> Records excerpted from a collection:
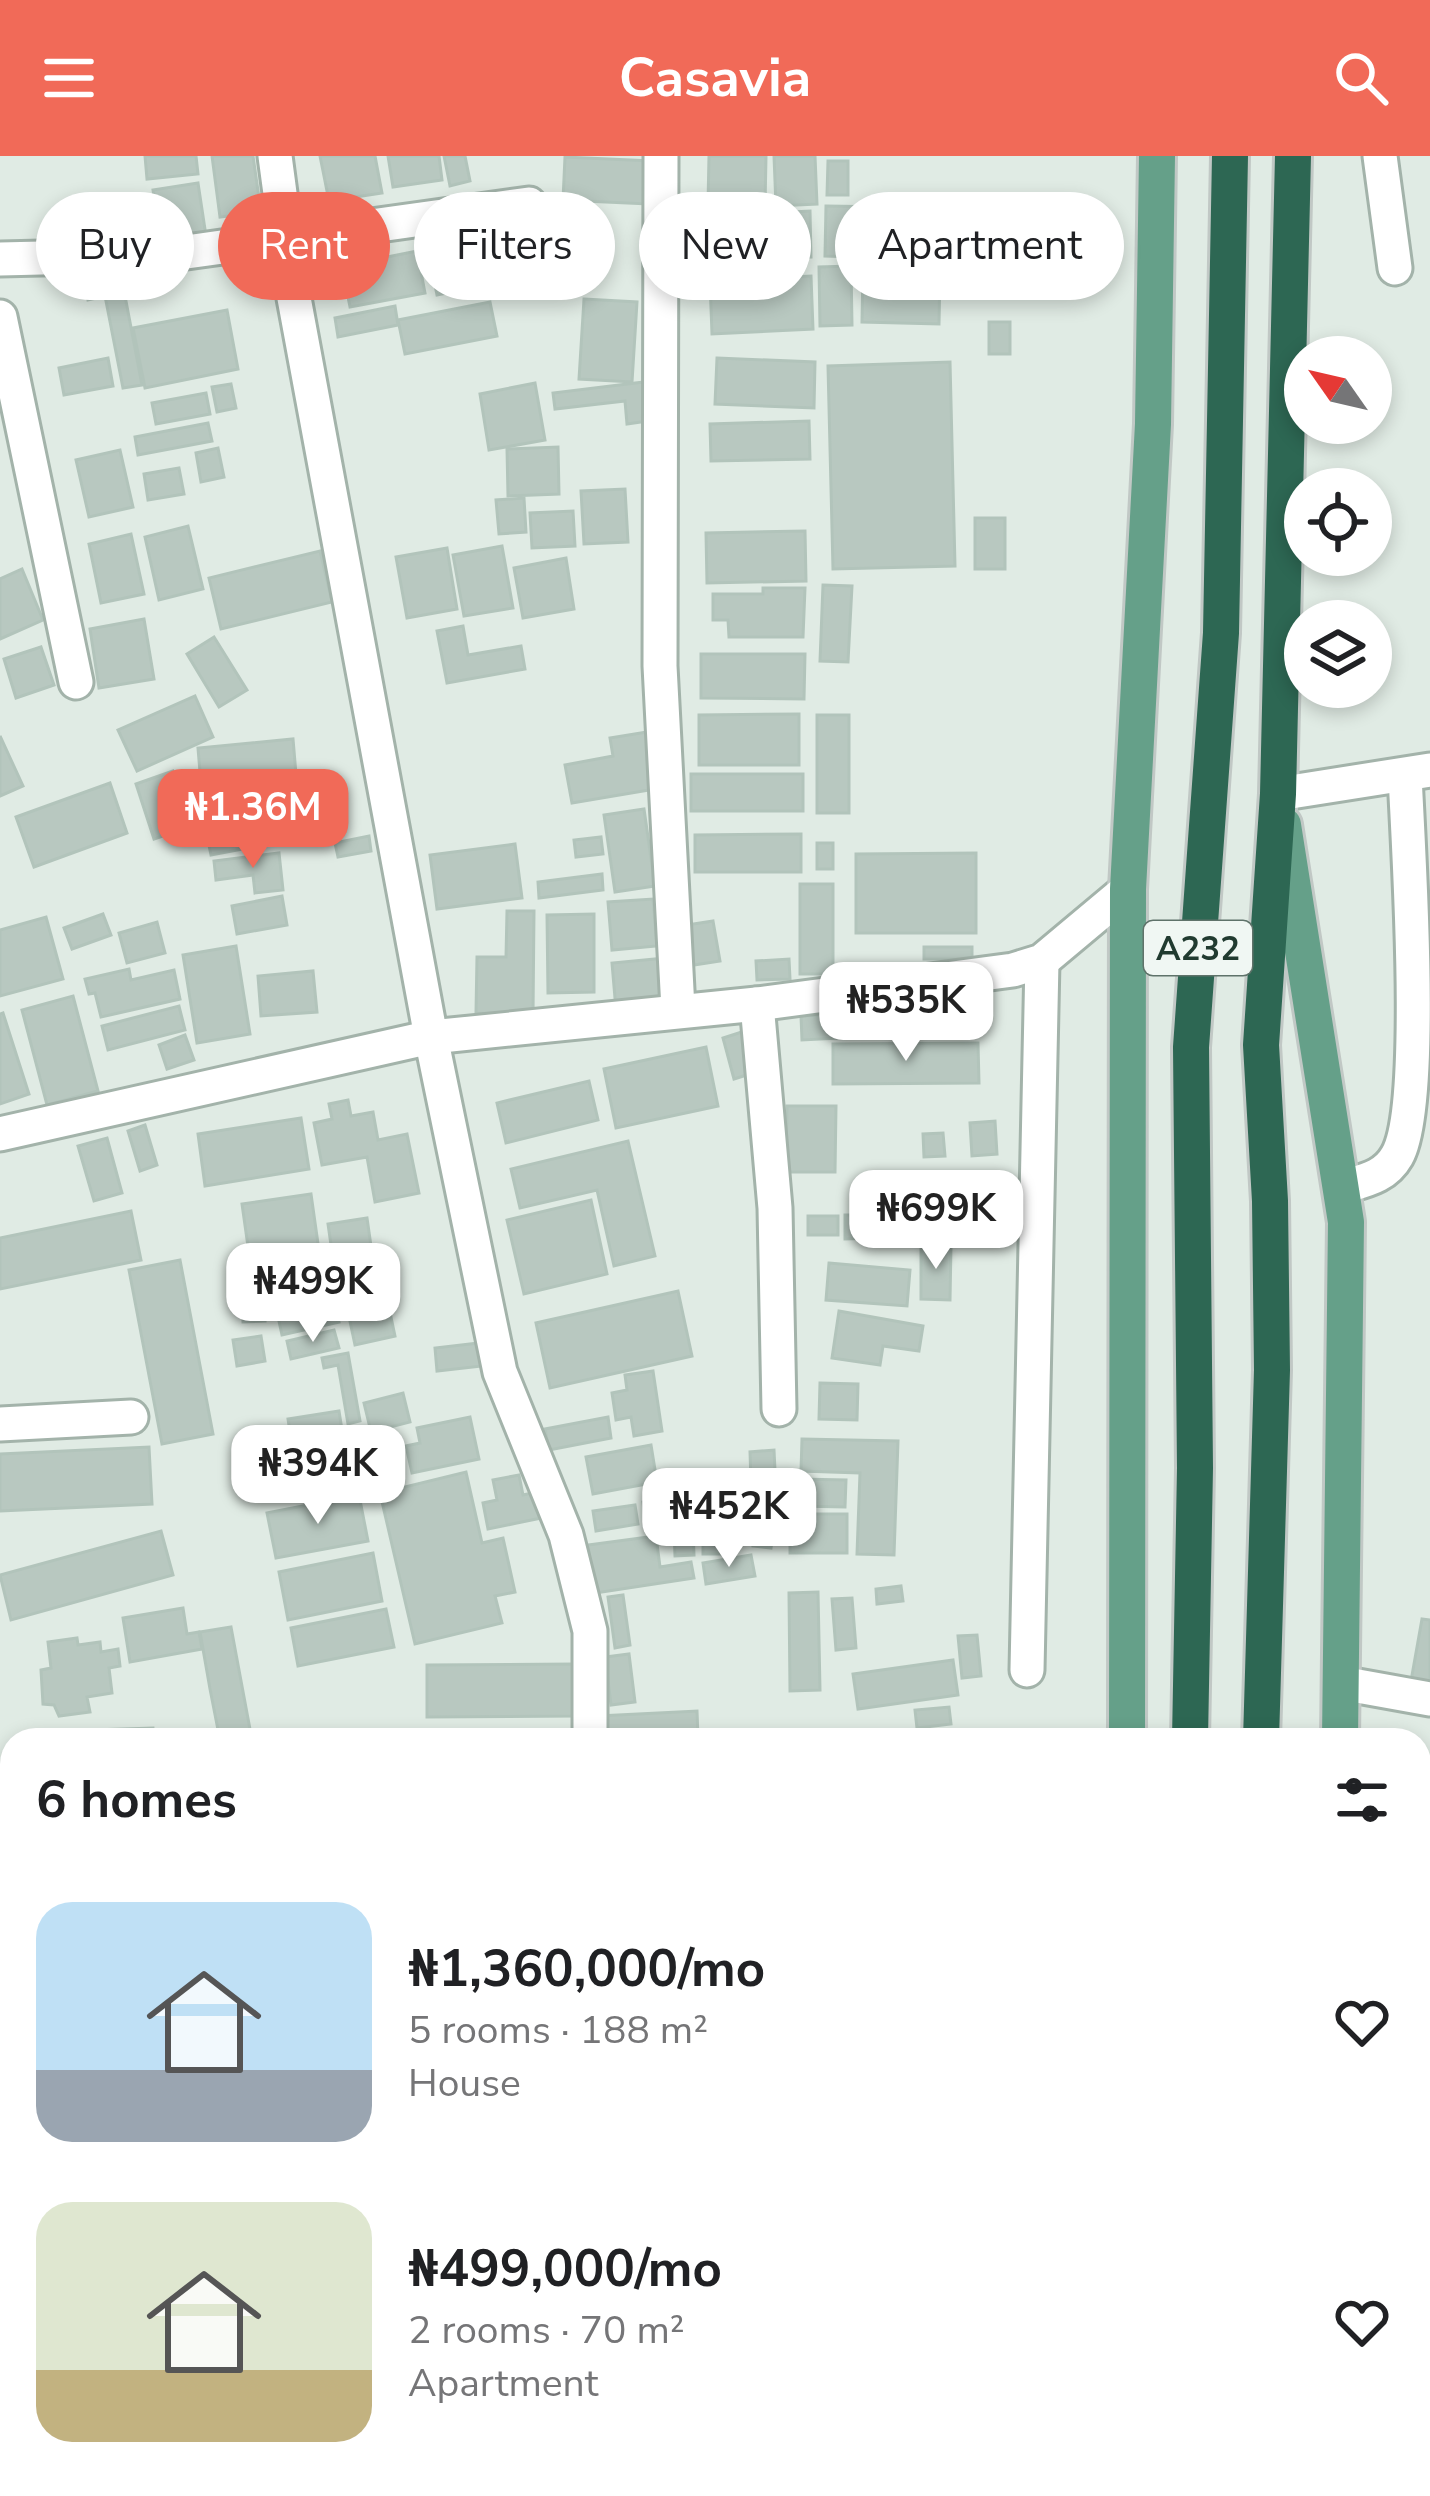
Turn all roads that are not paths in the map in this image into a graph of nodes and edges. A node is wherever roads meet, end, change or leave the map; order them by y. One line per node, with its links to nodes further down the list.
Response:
1 (275, 156): 7 (street)
2 (661, 156): 19 (street)
3 (1157, 156): 16 (main road)
4 (1230, 156): 32 (highway, A232)
5 (1293, 156): 15 (highway, A232)
6 (1380, 156): 10 (street)
7 (280, 192)
8 (218, 248): 9 (street)
9 (0, 259)
10 (1395, 268)
11 (294, 300): 20 (street)
12 (0, 317): 13 (street)
13 (76, 682)
14 (1418, 773): 15 (street); 21 (street)
15 (1278, 794): 23 (main road); 33 (highway, A232)
16 (1128, 889): 17 (street); 31 (main road)
17 (1042, 961): 18 (street); 27 (street)
18 (757, 1004): 19 (street); 24 (street)
19 (678, 1009): 20 (street)
20 (430, 1037): 22 (street); 30 (street)
21 (1421, 1063): 23 (street)
22 (0, 1134)
23 (1343, 1187): 28 (main road)
24 (779, 1409)
25 (131, 1417): 26 (street)
26 (0, 1424)
27 (1027, 1670)
28 (1341, 1683): 29 (street); 34 (main road)
29 (1430, 1699)
30 (590, 1728)
31 (1127, 1728)
32 (1190, 1728)
33 (1261, 1728)
34 (1340, 1728)
35 (0, 2449): 36 (street)
36 (0, 2462)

> Required action: Leaving the pictures out, reproduce the entries above exactly.

> Your response:
Turn all roads that are not paths in the map in this image into a graph of nodes and edges. A node is wherever roads meet, end, change or leave the map; order them by y. One line per node, with its links to nodes further down the list.
Response:
1 (275, 156): 7 (street)
2 (661, 156): 19 (street)
3 (1157, 156): 16 (main road)
4 (1230, 156): 32 (highway, A232)
5 (1293, 156): 15 (highway, A232)
6 (1380, 156): 10 (street)
7 (280, 192)
8 (218, 248): 9 (street)
9 (0, 259)
10 (1395, 268)
11 (294, 300): 20 (street)
12 (0, 317): 13 (street)
13 (76, 682)
14 (1418, 773): 15 (street); 21 (street)
15 (1278, 794): 23 (main road); 33 (highway, A232)
16 (1128, 889): 17 (street); 31 (main road)
17 (1042, 961): 18 (street); 27 (street)
18 (757, 1004): 19 (street); 24 (street)
19 (678, 1009): 20 (street)
20 (430, 1037): 22 (street); 30 (street)
21 (1421, 1063): 23 (street)
22 (0, 1134)
23 (1343, 1187): 28 (main road)
24 (779, 1409)
25 (131, 1417): 26 (street)
26 (0, 1424)
27 (1027, 1670)
28 (1341, 1683): 29 (street); 34 (main road)
29 (1430, 1699)
30 (590, 1728)
31 (1127, 1728)
32 (1190, 1728)
33 (1261, 1728)
34 (1340, 1728)
35 (0, 2449): 36 (street)
36 (0, 2462)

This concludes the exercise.